AS/400 ablösen oder anbinden: So entscheiden Sie 2026

Titan Web Solutions GmbH 7 Min. Lesezeit

Die AS/400 im Lager läuft seit 22 Jahren zuverlässig, jede Bestellung geht über sie, doch der einzige Mitarbeiter, der die RPG-Programme wirklich versteht, geht in zwei Jahren in Pension. Diese Situation kennen viele Geschäftsführer in Fertigungs- und Handelsbetrieben in Wien und Niederösterreich: Die Technik funktioniert, das Wissen dazu verschwindet. Wer jetzt vor der Frage steht, ob er die AS/400 ablösen oder anbinden soll, braucht keine Grundsatzdebatte, sondern eine Entscheidungsgrundlage.

Warum die AS/400 heute zum Risiko wird, obwohl sie stabil läuft

Das eigentliche Risiko einer AS/400 ist nicht die Technik, sondern das schwindende Know-how dahinter. 69 Prozent der Teilnehmer der Fortra IBM i Marketplace Survey 2026 nennen IBM-i-Skills als ihre größte Sorge, ein Wert, der erstmals seit neun Jahren die Cybersicherheit von Platz eins verdrängt, wie IT Jungle berichtet.

Der Wert ist zudem kein Ausreißer, sondern ein klarer Trend: 2020 lag der Anteil bei 45 Prozent, 2025 bei 60 Prozent, jetzt bei 69 Prozent, ein Anstieg von 24 Prozentpunkten in sieben Jahren. Cybersecurity bleibt mit 64 Prozent weiterhin ein wichtiges Thema, ist gegenüber dem Höchststand von 79 Prozent im Jahr 2024 aber spürbar zurückgegangen.

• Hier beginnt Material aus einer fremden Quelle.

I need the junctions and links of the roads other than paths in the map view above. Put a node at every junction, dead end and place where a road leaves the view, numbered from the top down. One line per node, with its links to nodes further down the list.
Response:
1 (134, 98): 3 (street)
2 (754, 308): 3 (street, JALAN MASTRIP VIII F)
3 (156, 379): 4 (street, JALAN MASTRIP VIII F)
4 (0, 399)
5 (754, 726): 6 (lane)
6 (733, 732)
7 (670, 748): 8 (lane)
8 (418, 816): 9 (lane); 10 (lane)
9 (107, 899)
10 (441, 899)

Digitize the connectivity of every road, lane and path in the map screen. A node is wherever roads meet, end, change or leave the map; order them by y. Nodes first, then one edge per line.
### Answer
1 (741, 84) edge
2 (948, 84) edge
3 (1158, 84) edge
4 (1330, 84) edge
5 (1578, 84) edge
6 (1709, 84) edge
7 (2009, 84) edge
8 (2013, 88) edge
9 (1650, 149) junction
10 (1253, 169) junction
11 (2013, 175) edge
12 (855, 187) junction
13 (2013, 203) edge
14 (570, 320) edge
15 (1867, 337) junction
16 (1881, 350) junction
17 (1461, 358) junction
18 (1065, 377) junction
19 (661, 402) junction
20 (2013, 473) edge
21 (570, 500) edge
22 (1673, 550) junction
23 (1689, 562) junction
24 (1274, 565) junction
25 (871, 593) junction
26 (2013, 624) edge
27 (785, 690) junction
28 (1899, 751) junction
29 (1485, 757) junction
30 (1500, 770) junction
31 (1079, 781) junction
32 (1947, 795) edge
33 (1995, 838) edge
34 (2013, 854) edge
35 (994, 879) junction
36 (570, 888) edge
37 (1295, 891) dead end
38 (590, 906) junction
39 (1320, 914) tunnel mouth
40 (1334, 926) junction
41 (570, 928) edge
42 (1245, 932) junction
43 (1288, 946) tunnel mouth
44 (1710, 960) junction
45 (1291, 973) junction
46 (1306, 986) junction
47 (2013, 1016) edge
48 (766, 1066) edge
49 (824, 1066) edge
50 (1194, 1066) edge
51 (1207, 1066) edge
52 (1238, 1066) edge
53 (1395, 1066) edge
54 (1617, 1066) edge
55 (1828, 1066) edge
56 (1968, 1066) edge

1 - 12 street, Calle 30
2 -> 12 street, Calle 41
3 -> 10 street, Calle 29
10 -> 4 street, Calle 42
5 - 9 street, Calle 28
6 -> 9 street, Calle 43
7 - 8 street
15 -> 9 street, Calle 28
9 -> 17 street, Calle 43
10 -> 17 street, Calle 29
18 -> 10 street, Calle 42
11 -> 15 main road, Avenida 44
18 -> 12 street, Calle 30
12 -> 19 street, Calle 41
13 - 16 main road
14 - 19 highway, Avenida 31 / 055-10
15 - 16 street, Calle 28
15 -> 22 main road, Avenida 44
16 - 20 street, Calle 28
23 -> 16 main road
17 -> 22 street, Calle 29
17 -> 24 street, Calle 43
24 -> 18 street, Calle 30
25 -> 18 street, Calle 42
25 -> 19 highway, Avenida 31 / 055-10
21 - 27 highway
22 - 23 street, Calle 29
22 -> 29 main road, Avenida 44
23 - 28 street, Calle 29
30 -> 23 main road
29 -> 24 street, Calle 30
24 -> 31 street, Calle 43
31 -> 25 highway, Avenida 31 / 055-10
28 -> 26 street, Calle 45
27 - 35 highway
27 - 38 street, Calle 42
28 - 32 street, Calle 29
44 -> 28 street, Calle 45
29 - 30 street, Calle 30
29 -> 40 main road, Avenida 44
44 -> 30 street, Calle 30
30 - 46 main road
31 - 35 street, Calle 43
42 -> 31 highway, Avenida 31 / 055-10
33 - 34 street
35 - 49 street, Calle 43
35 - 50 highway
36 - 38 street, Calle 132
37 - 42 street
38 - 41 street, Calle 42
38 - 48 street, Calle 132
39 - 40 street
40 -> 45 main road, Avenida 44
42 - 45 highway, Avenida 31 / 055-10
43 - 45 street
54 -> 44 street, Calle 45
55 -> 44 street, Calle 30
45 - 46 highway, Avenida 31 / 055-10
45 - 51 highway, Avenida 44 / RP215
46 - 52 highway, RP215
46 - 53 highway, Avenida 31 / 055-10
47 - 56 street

Application Modernization liegt mit 62 Prozent bereits auf Platz drei der genannten Sorgen.

Die Fachkräftebasis für RPG und AS/400 altert deutlich schneller, als Nachwuchs entsteht. Laut der Auswertung von Procern auf Basis der ALL400S-Jahresendumfrage 2023 sind über 72 Prozent der IBM-i-Entwickler mindestens 50 Jahre alt, 35,8 Prozent sind bereits 60 Jahre oder älter. 46,5 Prozent planen, innerhalb der nächsten zehn Jahre in Rente zu gehen, weitere 5,6 Prozent sind bereits ganz oder teilweise im Ruhestand. Nur 48,7 Prozent planen in diesem Zeitraum keinen Ruhestand. 30 Prozent der befragten Unternehmen geben zudem an, es sei zu schwer, RPG-Programmierer zu finden, die vor Ort arbeiten.

Für einen Betrieb, dessen Warenwirtschaft seit über 20 Jahren auf AS/400 läuft, heißt das: Der Ausfall des Systems ist selten das Problem. Das Problem ist, dass in fünf oder zehn Jahren niemand mehr da ist, der es reparieren oder erweitern kann.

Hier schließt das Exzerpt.